Loki TV series discussion (spoilers)

As one of the millions of comics readers that bailed on the hobby thanks to silly gimmicks begun in the 1990s like variant covers, I gratified that the term is now being used to describe the bad guys.

Well, he can’t do anything about that in the first place. Per the rules laid out in Endgame, you can’t go to the past to change your present - you just create an alternate timeline. JFK’s assassination, the Stark murders, and all of that happen in the Sacred Timeline no matter what - Rogers can’t change that. But he could create an alternate timeline where all that stuff is prevented. Except that the TVA would prune it, so that it never existed. And I think that’s what actually happened - or will happened, or would have… look, tenses are hard in this context.

I think we actually need to go back and examine the idea that Steve Rogers was “supposed” to stay with Peggy. That’s not what the show actually says. When Loki us up before the judge, she says the Avengers were supposed to travel back through time - that is, the time heist was meant to go exactly as planned, with the Avengers moving up and down the timeline, stealing and replacing the stone with no one being the wiser - possibly including Tony Stark not dying (because Thanos wasn’t supposed to capture Nebula and use her time travel device to attack the Avengers) and a young Steve staying on in the present day to continue leading the Avengers. Loki escaping, Steve and Tony jumping again even further back, and then finally Steve going back to be with Peggy, are not part of the sacred timeline - they’re branches caused by Tony losing the tesseract.

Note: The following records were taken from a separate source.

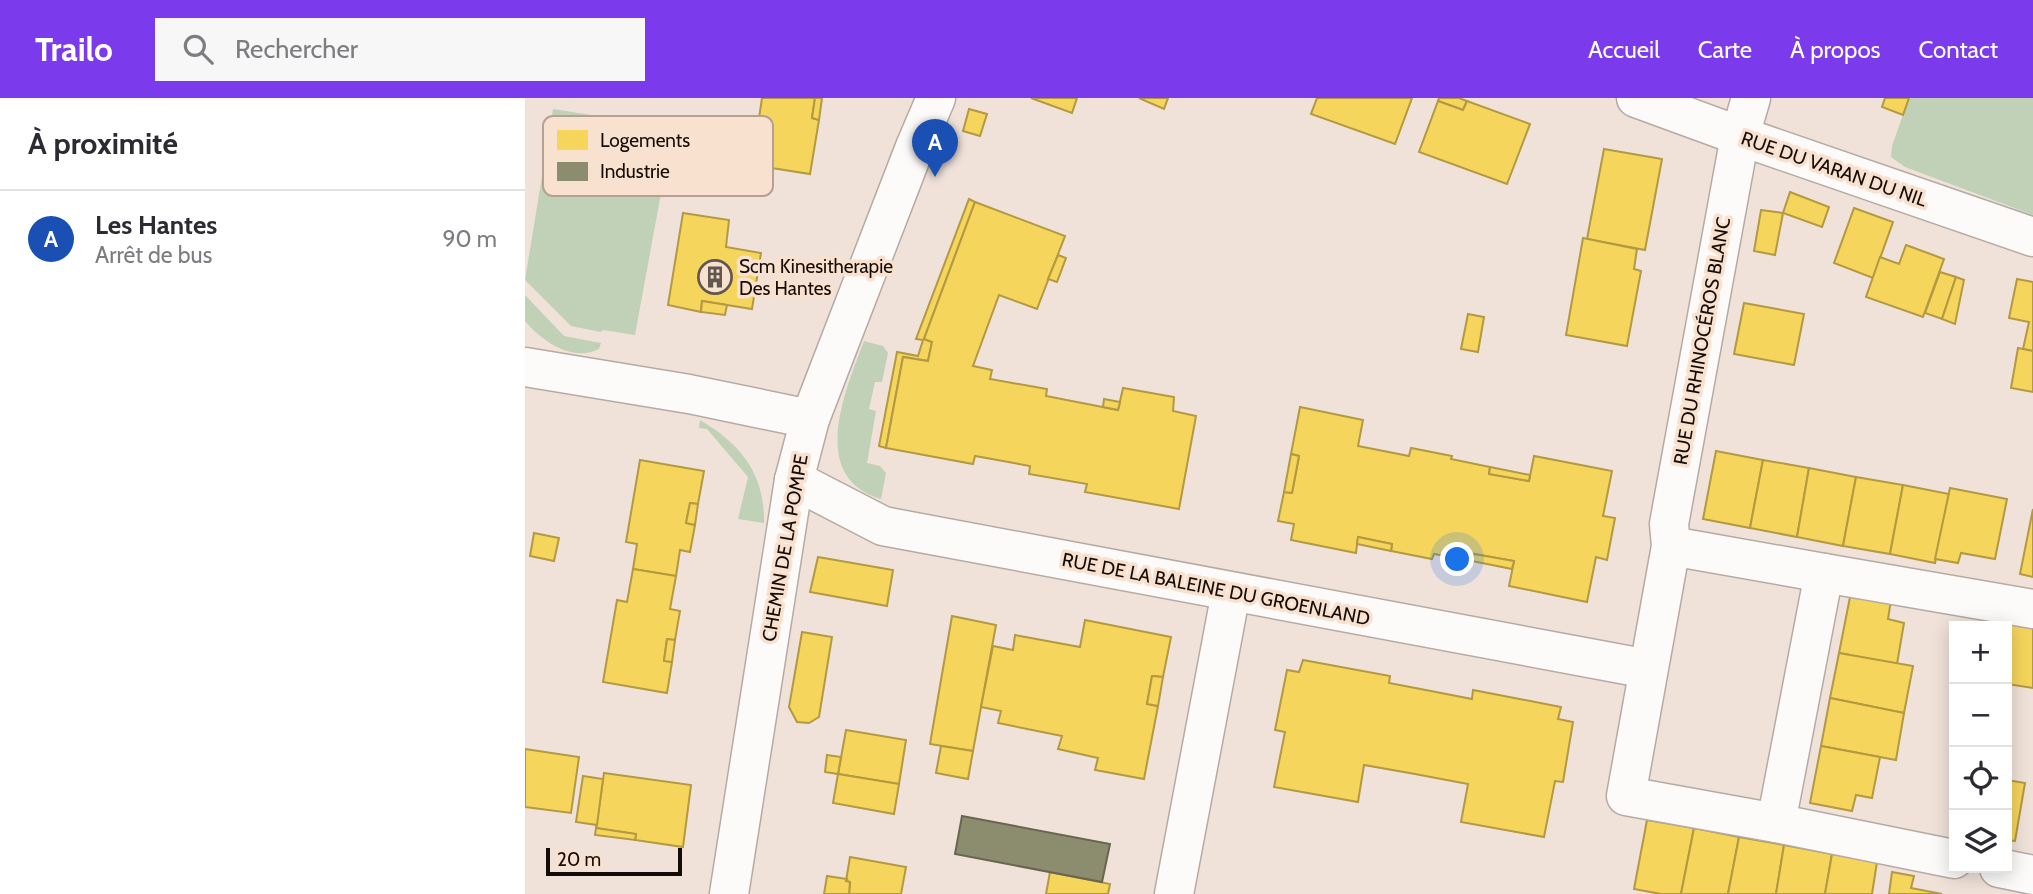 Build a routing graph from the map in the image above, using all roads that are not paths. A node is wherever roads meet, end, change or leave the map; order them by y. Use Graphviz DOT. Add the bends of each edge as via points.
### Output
graph roads {
  1 [pos="936,98"];
  2 [pos="1636,98"];
  3 [pos="1751,98"];
  4 [pos="1739,136"];
  5 [pos="2033,237"];
  6 [pos="525,367"];
  7 [pos="810,419"];
  8 [pos="794,480"];
  9 [pos="1671,546"];
  10 [pos="1824,573"];
  11 [pos="1231,592"];
  12 [pos="2033,609"];
  13 [pos="1648,669"];
  14 [pos="1776,823"];
  15 [pos="1949,858"];
  16 [pos="2012,870"];
  17 [pos="2033,874"];
  18 [pos="729,894"];
  19 [pos="1174,894"];
  1 -- 7 [label="street, CHEMIN DE LA POMPE"];
  2 -- 4 [label="street, RUE DU VARAN DU NIL"];
  3 -- 4 [label="street, RUE DU RHINOCÉROS BLANC"];
  4 -- 5 [label="street, RUE DU VARAN DU NIL"];
  4 -- 9 [label="street, RUE DU RHINOCÉROS BLANC" via="1669,524"];
  6 -- 7 [label="street"];
  7 -- 8 [label="street, CHEMIN DE LA POMPE"];
  8 -- 11 [label="street, RUE DE LA BALEINE DU GROENLAND" via="883,526"];
  8 -- 18 [label="street, CHEMIN DE LA POMPE"];
  9 -- 10 [label="street"];
  9 -- 13 [label="street, RUE DU RHINOCÉROS BLANC"];
  10 -- 12 [label="street"];
  10 -- 14 [label="street"];
  11 -- 13 [label="street, RUE DE LA BALEINE DU GROENLAND"];
  11 -- 19 [label="street"];
  13 -- 14 [label="street, RUE DU RHINOCÉROS BLANC" via="1626,796"];
  14 -- 15 [label="street"];
  16 -- 17 [label="street"];
} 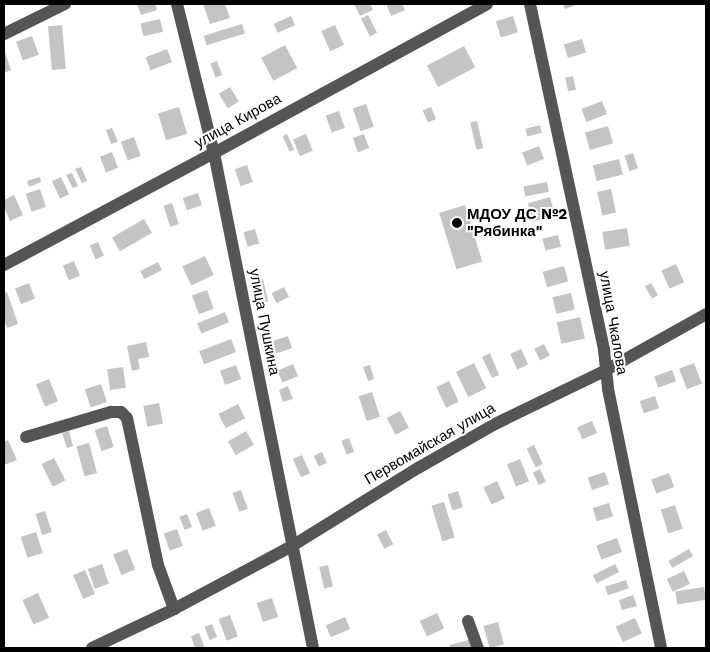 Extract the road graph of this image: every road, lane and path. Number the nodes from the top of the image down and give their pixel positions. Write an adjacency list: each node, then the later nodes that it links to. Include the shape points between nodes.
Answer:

Does that mean that the TVA pruned the past where Steve gets to be with Peggy? I don’t think so.

The TVA exists outside the Sacred Timeline, but it clearly has its own system of linear time. If it didn’t, everything would happen all at once and the show would be over in less than a nanosecond. Things happen in order - there’s six weeks between the start of the rogue variant’s killings, to Moebius deputizing Loki to hunt himself down. Mobius is hanging out in 1549 when he’s informed that they’ve just caught a newly divergent Loki in 2012. At the end of the episode, after all the events we see Loki going through in the TVA, we see a group of TVA agents investigating a new divergent timeline in 1858. This seems to indicate pretty clearly that divergences happen on the TVA’s timeline, not the Sacred Timeline. The divergence in 1549 happened shortly before the divergence in 2012, and maybe another day or so before the divergence in 1858. Which suggests that the TVA doesn’t know about any of the stuff that happens in Endgame after Tony Stark drops the Tesseract - from the TVA’s perspective, all those divergences are in the future. Since there’s zero chance that the Sacred Timeline survives this miniseries, it could be that Loki takes an ax to the whole thing before Steve’s divergent timeline with Peggy is spun off, and the TVA never has the chance to try to prune it.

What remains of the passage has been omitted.